--- Problem details ---
Here are some records; quote them exactly, leaving out the pictures.

[Data extracted from a collection]
=== Begin Enclosure ===
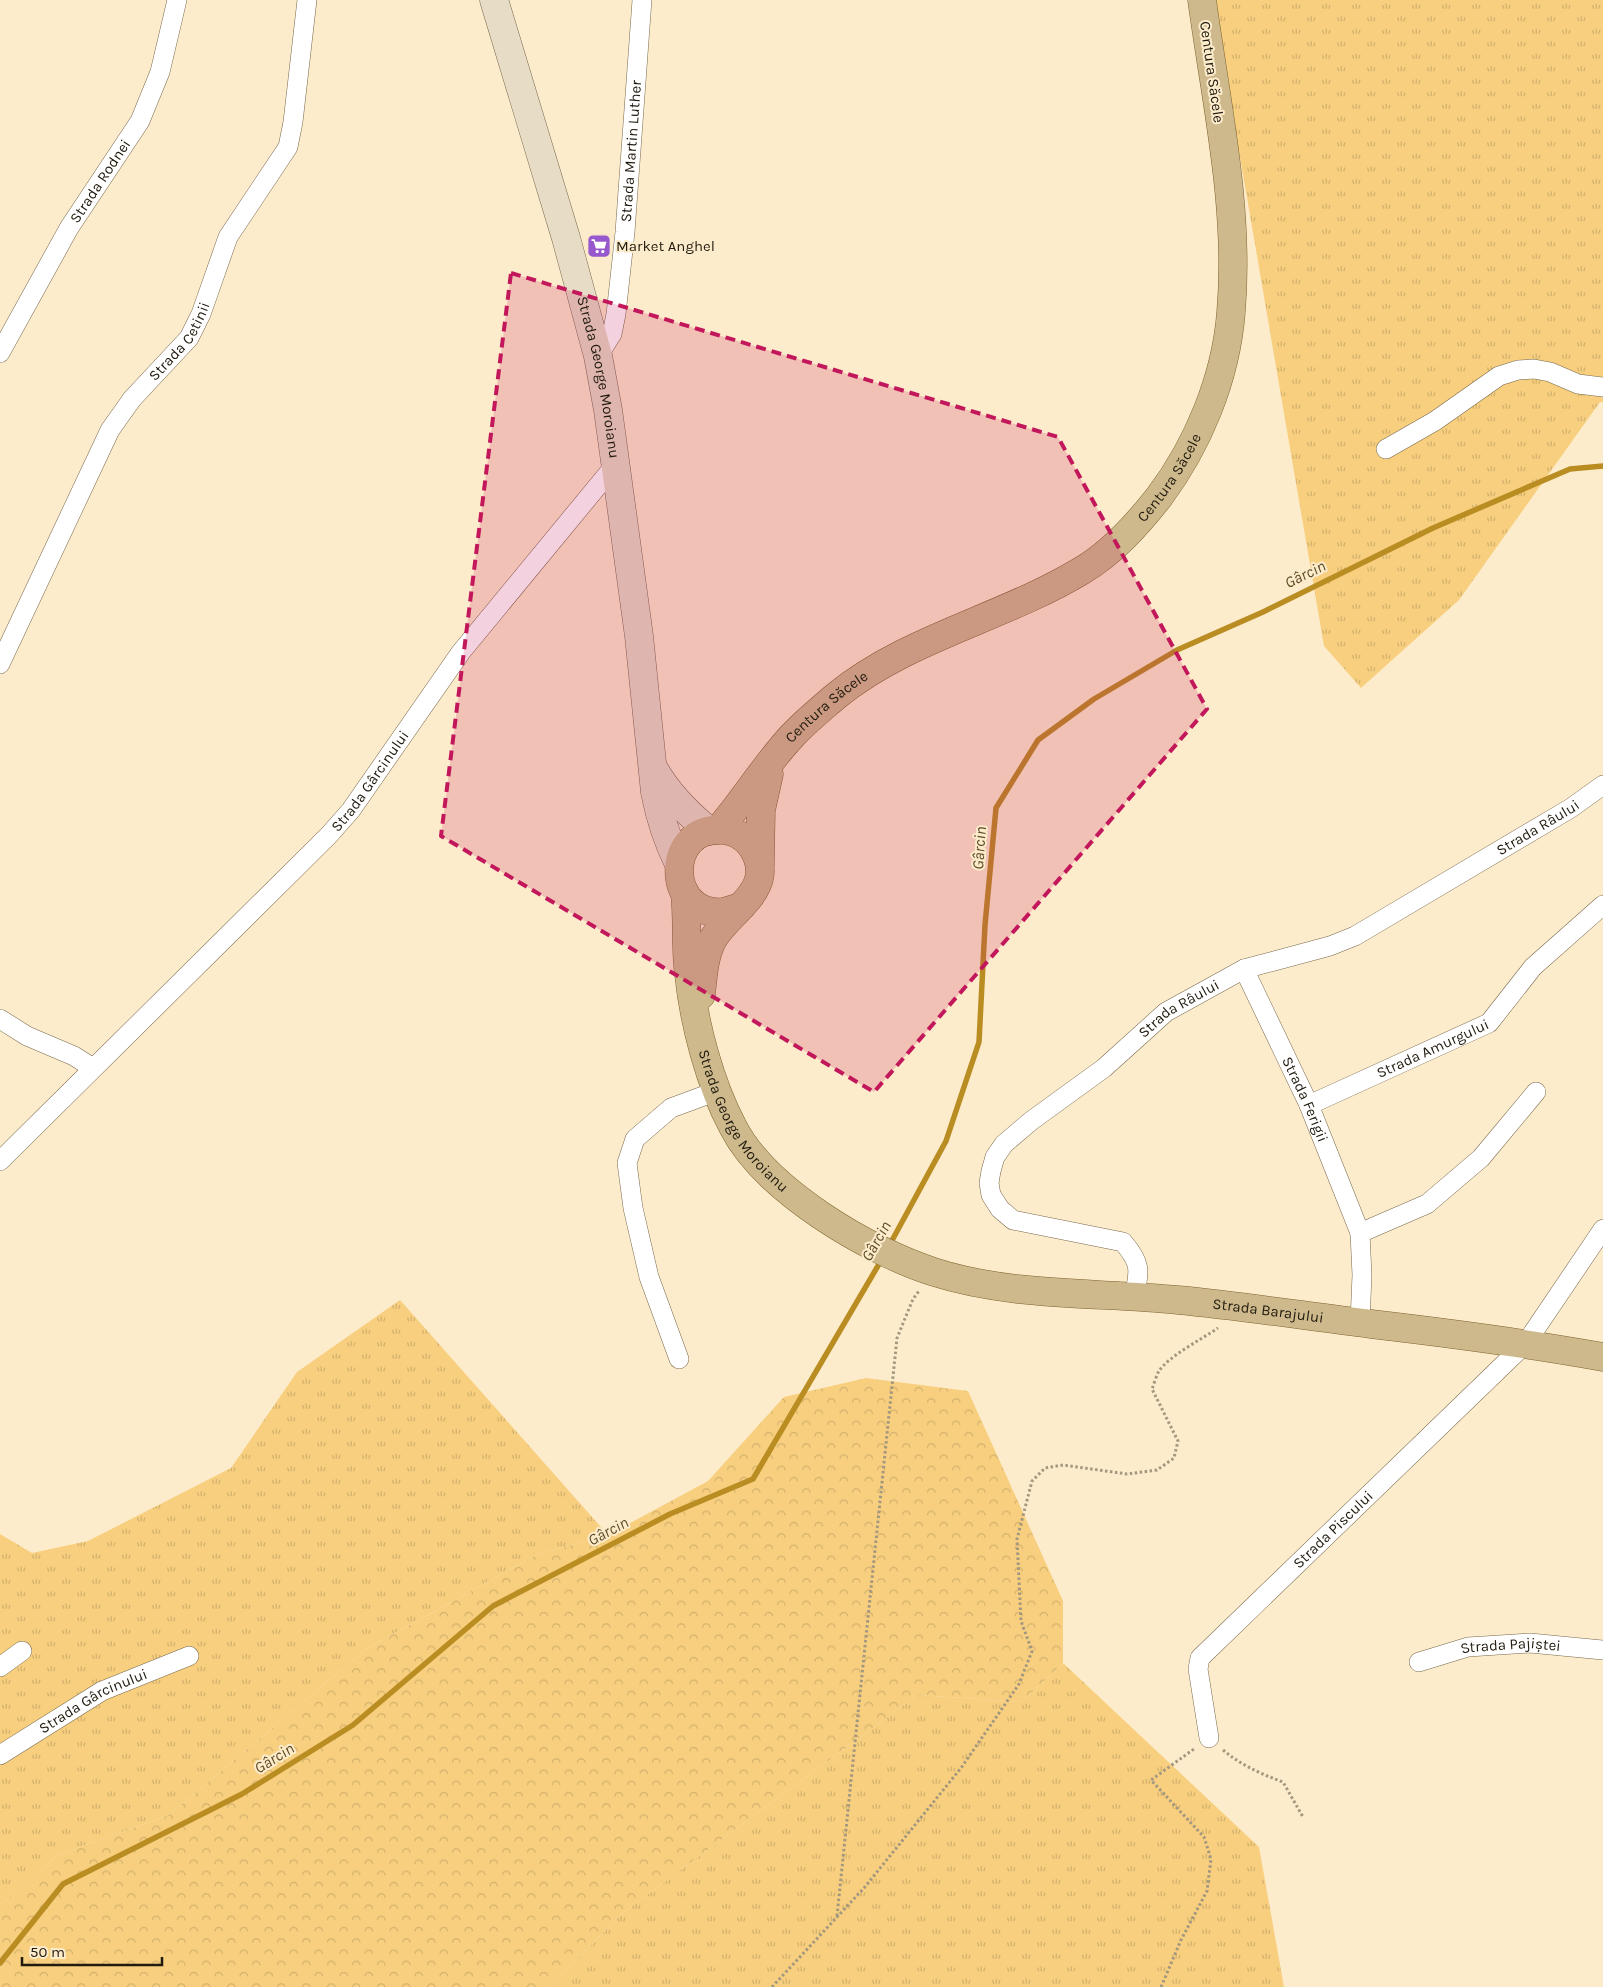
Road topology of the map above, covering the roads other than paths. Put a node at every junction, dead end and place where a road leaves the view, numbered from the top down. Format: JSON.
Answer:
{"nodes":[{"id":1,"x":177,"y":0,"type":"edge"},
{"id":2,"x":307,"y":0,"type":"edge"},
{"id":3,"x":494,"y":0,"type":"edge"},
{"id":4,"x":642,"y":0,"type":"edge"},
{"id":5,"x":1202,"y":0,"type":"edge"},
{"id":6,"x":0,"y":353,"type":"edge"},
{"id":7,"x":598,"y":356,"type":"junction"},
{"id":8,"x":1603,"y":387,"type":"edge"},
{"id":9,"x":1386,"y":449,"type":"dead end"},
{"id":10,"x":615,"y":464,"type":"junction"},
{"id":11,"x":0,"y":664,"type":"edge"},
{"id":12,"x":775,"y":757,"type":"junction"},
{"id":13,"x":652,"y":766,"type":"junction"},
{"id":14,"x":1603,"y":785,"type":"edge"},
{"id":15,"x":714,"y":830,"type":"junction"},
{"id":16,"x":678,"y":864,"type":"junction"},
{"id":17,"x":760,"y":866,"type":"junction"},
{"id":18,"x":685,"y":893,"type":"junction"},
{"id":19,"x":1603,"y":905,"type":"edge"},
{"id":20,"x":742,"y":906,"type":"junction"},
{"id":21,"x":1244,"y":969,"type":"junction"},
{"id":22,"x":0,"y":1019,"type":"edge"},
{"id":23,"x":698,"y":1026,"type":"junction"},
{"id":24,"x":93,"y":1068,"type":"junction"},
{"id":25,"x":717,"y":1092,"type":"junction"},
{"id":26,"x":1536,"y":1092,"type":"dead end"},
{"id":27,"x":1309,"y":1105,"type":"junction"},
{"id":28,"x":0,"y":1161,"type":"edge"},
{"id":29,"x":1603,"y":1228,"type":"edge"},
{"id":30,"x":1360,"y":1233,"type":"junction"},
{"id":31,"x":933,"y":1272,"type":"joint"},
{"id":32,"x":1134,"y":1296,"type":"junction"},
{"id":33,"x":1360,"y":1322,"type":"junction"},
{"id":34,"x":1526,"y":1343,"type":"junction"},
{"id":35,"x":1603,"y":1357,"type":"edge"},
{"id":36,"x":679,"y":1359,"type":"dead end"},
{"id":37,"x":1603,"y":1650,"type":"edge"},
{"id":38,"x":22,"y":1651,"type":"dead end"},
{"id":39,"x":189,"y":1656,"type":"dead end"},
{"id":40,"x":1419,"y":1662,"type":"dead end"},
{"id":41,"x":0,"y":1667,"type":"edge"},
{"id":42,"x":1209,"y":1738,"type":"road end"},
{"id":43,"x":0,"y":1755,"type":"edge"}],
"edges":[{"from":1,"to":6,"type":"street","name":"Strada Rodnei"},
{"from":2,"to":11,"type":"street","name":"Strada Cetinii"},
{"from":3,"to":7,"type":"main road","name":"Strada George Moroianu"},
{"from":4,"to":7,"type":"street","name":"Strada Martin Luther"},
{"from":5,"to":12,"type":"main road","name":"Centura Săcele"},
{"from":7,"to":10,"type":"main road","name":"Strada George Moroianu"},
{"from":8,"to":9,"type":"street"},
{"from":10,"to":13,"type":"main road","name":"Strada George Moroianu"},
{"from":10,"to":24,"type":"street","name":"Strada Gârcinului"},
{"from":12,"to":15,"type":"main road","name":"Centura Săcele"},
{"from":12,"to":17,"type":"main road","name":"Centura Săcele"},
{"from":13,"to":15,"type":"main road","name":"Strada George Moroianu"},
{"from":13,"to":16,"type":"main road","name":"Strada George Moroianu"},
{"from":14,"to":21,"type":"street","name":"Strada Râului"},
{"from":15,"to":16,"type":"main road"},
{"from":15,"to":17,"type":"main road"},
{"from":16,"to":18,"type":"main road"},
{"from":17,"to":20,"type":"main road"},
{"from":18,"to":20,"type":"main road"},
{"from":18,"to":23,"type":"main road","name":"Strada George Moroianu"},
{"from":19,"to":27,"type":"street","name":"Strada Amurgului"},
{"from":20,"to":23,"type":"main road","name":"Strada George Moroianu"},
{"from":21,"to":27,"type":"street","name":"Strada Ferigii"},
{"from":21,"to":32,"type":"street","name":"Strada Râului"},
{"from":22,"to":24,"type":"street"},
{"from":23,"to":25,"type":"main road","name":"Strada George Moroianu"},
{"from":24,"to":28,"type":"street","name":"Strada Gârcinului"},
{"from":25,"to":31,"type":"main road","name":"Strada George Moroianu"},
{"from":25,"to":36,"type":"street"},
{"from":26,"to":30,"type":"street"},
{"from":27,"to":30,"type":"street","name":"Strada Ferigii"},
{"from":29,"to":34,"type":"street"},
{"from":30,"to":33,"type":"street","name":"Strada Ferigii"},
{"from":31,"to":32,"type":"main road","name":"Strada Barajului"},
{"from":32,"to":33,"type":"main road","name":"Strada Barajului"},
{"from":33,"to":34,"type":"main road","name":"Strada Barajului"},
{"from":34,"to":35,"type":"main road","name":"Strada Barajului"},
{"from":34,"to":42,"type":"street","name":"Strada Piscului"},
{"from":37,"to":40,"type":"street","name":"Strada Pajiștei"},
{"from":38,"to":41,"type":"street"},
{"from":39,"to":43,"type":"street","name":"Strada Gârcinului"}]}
=== End Enclosure ===
--- Response ---
Road topology of the map above, covering the roads other than paths. Put a node at every junction, dead end and place where a road leaves the view, numbered from the top down. Format: JSON.
Answer:
{"nodes":[{"id":1,"x":177,"y":0,"type":"edge"},
{"id":2,"x":307,"y":0,"type":"edge"},
{"id":3,"x":494,"y":0,"type":"edge"},
{"id":4,"x":642,"y":0,"type":"edge"},
{"id":5,"x":1202,"y":0,"type":"edge"},
{"id":6,"x":0,"y":353,"type":"edge"},
{"id":7,"x":598,"y":356,"type":"junction"},
{"id":8,"x":1603,"y":387,"type":"edge"},
{"id":9,"x":1386,"y":449,"type":"dead end"},
{"id":10,"x":615,"y":464,"type":"junction"},
{"id":11,"x":0,"y":664,"type":"edge"},
{"id":12,"x":775,"y":757,"type":"junction"},
{"id":13,"x":652,"y":766,"type":"junction"},
{"id":14,"x":1603,"y":785,"type":"edge"},
{"id":15,"x":714,"y":830,"type":"junction"},
{"id":16,"x":678,"y":864,"type":"junction"},
{"id":17,"x":760,"y":866,"type":"junction"},
{"id":18,"x":685,"y":893,"type":"junction"},
{"id":19,"x":1603,"y":905,"type":"edge"},
{"id":20,"x":742,"y":906,"type":"junction"},
{"id":21,"x":1244,"y":969,"type":"junction"},
{"id":22,"x":0,"y":1019,"type":"edge"},
{"id":23,"x":698,"y":1026,"type":"junction"},
{"id":24,"x":93,"y":1068,"type":"junction"},
{"id":25,"x":717,"y":1092,"type":"junction"},
{"id":26,"x":1536,"y":1092,"type":"dead end"},
{"id":27,"x":1309,"y":1105,"type":"junction"},
{"id":28,"x":0,"y":1161,"type":"edge"},
{"id":29,"x":1603,"y":1228,"type":"edge"},
{"id":30,"x":1360,"y":1233,"type":"junction"},
{"id":31,"x":933,"y":1272,"type":"joint"},
{"id":32,"x":1134,"y":1296,"type":"junction"},
{"id":33,"x":1360,"y":1322,"type":"junction"},
{"id":34,"x":1526,"y":1343,"type":"junction"},
{"id":35,"x":1603,"y":1357,"type":"edge"},
{"id":36,"x":679,"y":1359,"type":"dead end"},
{"id":37,"x":1603,"y":1650,"type":"edge"},
{"id":38,"x":22,"y":1651,"type":"dead end"},
{"id":39,"x":189,"y":1656,"type":"dead end"},
{"id":40,"x":1419,"y":1662,"type":"dead end"},
{"id":41,"x":0,"y":1667,"type":"edge"},
{"id":42,"x":1209,"y":1738,"type":"road end"},
{"id":43,"x":0,"y":1755,"type":"edge"}],
"edges":[{"from":1,"to":6,"type":"street","name":"Strada Rodnei"},
{"from":2,"to":11,"type":"street","name":"Strada Cetinii"},
{"from":3,"to":7,"type":"main road","name":"Strada George Moroianu"},
{"from":4,"to":7,"type":"street","name":"Strada Martin Luther"},
{"from":5,"to":12,"type":"main road","name":"Centura Săcele"},
{"from":7,"to":10,"type":"main road","name":"Strada George Moroianu"},
{"from":8,"to":9,"type":"street"},
{"from":10,"to":13,"type":"main road","name":"Strada George Moroianu"},
{"from":10,"to":24,"type":"street","name":"Strada Gârcinului"},
{"from":12,"to":15,"type":"main road","name":"Centura Săcele"},
{"from":12,"to":17,"type":"main road","name":"Centura Săcele"},
{"from":13,"to":15,"type":"main road","name":"Strada George Moroianu"},
{"from":13,"to":16,"type":"main road","name":"Strada George Moroianu"},
{"from":14,"to":21,"type":"street","name":"Strada Râului"},
{"from":15,"to":16,"type":"main road"},
{"from":15,"to":17,"type":"main road"},
{"from":16,"to":18,"type":"main road"},
{"from":17,"to":20,"type":"main road"},
{"from":18,"to":20,"type":"main road"},
{"from":18,"to":23,"type":"main road","name":"Strada George Moroianu"},
{"from":19,"to":27,"type":"street","name":"Strada Amurgului"},
{"from":20,"to":23,"type":"main road","name":"Strada George Moroianu"},
{"from":21,"to":27,"type":"street","name":"Strada Ferigii"},
{"from":21,"to":32,"type":"street","name":"Strada Râului"},
{"from":22,"to":24,"type":"street"},
{"from":23,"to":25,"type":"main road","name":"Strada George Moroianu"},
{"from":24,"to":28,"type":"street","name":"Strada Gârcinului"},
{"from":25,"to":31,"type":"main road","name":"Strada George Moroianu"},
{"from":25,"to":36,"type":"street"},
{"from":26,"to":30,"type":"street"},
{"from":27,"to":30,"type":"street","name":"Strada Ferigii"},
{"from":29,"to":34,"type":"street"},
{"from":30,"to":33,"type":"street","name":"Strada Ferigii"},
{"from":31,"to":32,"type":"main road","name":"Strada Barajului"},
{"from":32,"to":33,"type":"main road","name":"Strada Barajului"},
{"from":33,"to":34,"type":"main road","name":"Strada Barajului"},
{"from":34,"to":35,"type":"main road","name":"Strada Barajului"},
{"from":34,"to":42,"type":"street","name":"Strada Piscului"},
{"from":37,"to":40,"type":"street","name":"Strada Pajiștei"},
{"from":38,"to":41,"type":"street"},
{"from":39,"to":43,"type":"street","name":"Strada Gârcinului"}]}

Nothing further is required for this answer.